Task statement
Below are some entries. Count the lines where "roads" appears and state only that number.

(Stored data entries)
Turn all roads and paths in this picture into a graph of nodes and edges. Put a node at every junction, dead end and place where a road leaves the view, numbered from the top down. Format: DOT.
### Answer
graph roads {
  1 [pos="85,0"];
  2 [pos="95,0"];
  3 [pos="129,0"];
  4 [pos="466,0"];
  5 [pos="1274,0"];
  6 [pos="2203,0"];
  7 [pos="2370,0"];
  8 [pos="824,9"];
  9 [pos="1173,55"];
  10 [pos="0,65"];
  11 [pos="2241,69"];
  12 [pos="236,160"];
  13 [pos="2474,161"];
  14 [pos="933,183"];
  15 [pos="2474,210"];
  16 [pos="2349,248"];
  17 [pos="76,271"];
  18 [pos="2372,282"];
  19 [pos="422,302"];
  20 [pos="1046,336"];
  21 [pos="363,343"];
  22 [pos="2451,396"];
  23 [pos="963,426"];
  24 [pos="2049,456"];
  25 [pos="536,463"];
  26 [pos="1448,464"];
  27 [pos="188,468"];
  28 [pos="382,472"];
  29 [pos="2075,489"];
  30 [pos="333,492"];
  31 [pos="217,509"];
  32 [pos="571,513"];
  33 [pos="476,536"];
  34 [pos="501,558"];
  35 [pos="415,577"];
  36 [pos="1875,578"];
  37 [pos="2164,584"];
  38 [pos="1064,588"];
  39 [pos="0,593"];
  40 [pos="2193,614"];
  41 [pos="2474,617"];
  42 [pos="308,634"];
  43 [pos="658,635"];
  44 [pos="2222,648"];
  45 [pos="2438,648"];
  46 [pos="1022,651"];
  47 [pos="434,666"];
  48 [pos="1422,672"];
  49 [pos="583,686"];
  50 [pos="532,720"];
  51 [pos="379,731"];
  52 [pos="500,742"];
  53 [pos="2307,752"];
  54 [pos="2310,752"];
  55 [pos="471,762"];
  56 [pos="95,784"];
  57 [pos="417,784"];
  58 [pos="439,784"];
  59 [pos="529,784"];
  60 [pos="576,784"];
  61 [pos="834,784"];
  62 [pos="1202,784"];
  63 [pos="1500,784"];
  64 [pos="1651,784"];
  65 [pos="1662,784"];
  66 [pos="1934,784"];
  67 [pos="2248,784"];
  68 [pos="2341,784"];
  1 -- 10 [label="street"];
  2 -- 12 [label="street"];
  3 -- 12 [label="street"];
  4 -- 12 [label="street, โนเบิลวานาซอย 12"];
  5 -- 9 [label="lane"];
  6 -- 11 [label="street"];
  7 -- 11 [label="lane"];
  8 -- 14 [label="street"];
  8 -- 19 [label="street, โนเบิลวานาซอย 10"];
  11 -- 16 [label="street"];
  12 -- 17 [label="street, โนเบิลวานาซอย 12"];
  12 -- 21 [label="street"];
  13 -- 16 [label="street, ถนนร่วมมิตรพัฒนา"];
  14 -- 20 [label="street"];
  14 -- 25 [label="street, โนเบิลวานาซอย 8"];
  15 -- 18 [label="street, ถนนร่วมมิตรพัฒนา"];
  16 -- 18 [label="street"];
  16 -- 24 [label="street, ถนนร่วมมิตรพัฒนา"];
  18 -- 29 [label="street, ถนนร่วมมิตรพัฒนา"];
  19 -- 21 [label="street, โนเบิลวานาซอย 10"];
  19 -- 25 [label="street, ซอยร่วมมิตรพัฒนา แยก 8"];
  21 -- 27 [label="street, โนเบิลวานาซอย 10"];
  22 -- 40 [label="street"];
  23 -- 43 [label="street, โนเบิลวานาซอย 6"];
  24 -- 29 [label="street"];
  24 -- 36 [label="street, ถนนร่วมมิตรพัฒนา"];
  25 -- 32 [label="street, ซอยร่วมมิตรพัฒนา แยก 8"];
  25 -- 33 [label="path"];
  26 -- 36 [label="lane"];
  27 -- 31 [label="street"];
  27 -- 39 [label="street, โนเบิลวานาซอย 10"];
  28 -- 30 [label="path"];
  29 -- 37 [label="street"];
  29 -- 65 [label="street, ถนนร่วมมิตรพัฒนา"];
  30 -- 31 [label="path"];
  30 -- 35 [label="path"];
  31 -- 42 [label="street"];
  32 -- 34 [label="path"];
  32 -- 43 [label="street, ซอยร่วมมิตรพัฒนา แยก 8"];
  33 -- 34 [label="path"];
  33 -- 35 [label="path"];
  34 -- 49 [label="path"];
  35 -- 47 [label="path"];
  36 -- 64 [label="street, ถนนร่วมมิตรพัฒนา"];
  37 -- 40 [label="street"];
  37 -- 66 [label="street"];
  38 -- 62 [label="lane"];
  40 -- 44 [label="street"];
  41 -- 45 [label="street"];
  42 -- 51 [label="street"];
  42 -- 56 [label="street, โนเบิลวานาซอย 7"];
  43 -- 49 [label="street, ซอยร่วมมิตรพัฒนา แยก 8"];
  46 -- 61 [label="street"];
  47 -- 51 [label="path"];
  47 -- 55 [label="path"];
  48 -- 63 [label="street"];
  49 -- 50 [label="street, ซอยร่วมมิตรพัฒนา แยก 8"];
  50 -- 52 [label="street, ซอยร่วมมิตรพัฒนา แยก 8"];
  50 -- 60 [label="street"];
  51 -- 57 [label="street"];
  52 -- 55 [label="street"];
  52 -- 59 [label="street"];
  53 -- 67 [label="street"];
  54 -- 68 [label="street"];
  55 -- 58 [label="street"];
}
* * *
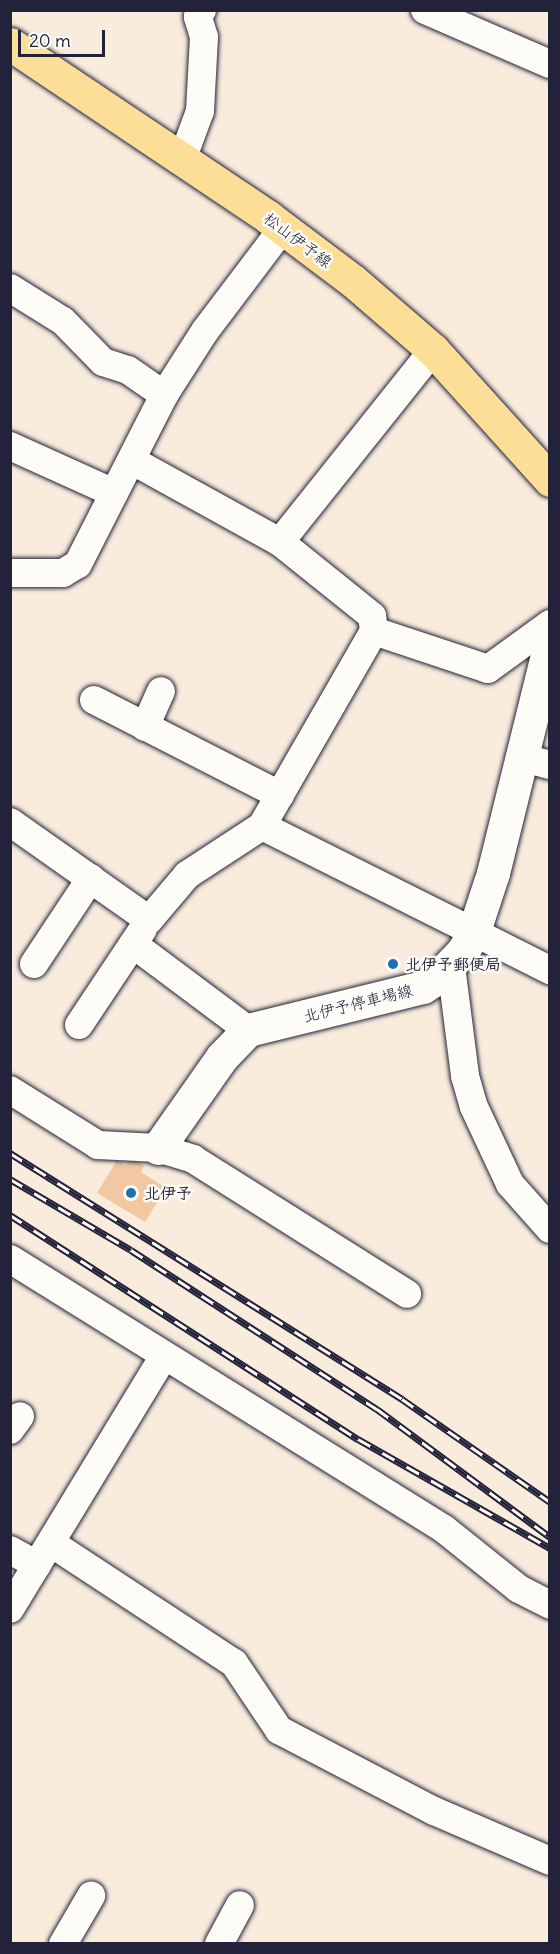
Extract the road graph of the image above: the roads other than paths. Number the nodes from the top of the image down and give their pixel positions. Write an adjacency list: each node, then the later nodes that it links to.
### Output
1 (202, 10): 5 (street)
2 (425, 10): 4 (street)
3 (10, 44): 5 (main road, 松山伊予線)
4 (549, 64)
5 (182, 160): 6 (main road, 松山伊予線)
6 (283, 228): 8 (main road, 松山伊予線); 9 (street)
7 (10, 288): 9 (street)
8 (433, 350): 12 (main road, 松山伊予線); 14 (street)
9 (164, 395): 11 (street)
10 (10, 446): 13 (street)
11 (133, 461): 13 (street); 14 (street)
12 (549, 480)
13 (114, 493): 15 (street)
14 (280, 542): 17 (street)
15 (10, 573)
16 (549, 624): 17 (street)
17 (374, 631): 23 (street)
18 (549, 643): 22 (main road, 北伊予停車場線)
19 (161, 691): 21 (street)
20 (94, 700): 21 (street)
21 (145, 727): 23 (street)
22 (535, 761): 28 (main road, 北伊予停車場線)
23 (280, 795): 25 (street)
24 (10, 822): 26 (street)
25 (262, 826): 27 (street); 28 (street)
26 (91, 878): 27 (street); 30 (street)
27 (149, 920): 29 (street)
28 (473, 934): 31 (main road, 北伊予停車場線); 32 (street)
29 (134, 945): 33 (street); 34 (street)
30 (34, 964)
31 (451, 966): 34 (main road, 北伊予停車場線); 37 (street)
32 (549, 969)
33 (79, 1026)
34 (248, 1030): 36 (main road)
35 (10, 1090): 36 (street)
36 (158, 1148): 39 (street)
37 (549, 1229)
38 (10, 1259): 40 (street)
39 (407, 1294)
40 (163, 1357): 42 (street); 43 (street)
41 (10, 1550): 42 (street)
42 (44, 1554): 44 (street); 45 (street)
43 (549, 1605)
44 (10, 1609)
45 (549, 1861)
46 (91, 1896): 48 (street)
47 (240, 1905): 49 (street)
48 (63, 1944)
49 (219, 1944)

Answer for the task
3